Alegra ver el interés que ha despertado, incluso antes de su
finalización, El libro blanco de la
función docente del que está a cargo el filósofo José Antonio Marina.
Estaría bien que fuera el punto de partida de un Pacto de
Estado sobre Educación que durara al menos una década, tiempo necesario para
acometer muchas de las reformas que hacen falta.
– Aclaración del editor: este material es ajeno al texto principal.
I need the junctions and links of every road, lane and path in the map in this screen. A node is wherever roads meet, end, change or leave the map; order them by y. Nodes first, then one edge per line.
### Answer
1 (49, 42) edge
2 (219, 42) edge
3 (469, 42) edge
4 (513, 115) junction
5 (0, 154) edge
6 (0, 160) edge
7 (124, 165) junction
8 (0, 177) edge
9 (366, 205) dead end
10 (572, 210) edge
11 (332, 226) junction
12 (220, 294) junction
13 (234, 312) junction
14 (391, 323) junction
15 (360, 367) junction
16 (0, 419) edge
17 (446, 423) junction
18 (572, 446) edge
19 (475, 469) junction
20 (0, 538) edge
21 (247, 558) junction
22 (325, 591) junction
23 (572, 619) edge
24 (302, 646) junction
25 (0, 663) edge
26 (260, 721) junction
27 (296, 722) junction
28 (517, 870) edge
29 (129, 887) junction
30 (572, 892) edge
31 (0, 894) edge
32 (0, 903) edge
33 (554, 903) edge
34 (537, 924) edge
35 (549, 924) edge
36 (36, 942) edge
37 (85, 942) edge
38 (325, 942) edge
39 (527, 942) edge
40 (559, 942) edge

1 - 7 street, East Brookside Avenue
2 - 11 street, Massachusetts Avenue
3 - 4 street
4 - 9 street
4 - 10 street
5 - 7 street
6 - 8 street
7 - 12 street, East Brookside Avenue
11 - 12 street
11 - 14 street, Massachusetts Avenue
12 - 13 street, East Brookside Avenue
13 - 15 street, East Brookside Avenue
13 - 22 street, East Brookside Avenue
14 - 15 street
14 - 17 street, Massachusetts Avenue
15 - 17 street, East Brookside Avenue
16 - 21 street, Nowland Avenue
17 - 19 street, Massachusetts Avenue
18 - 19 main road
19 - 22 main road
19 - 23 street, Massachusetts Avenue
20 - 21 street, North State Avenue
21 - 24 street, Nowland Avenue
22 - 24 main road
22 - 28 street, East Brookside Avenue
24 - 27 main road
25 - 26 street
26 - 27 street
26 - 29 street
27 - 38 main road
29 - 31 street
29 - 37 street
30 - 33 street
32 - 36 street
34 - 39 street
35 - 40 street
Habla de cosas importantes como la necesidad de evaluar a
los profesores y de incentivar a los mejores. Aunque también produce cierto
sonrojo explicar a los colegas extranjeros que asuntos tan obvios están todavía
sujetos a debate en nuestro país.
Cuando uno empieza una reforma, suponiendo que sea así,
desde casi los cimientos uno tiene que asumir que tiene que correr un poco más
para no quedarse excesivamente rezagado respecto a los países punteros que, mal
que le pese a algunos siguen avanzando, sino que ofrece la oportunidad de
aprender de sus errores.
Una de las cuestiones candentes se refiere a como se evalúa
al profesorado. Jose Antonio Marina habla de una suerte de inspectores, se
supone que campeones en el arte de enseñar, que irían recorriendo los colegios
y universidades españoles analizando los portafolios de alumnos y filmando y analizando
clases. Suena bien, pero, ¿de
donde saldrían tantos inspectores como harían falta? ¿Hay acaso miles de expertos en España
expertos en docencia? ¿Quién
pagaría por su trabajo? Ni siquiera queda claro que tal número sería
suficiente.
Evaluar al profesorado no es un lujo, es imprescindible. La
cuestión es cómo. En muchos países, como Estados Unidos, cada vez son más las
voces autorizadas que cuestionan el status quo. Es decir, en gran número de
centros y universidades la evaluación se basa en la nota que los alumnos ponen
a los profesores, un método fácil y en apariencia empírico, pero poco riguroso.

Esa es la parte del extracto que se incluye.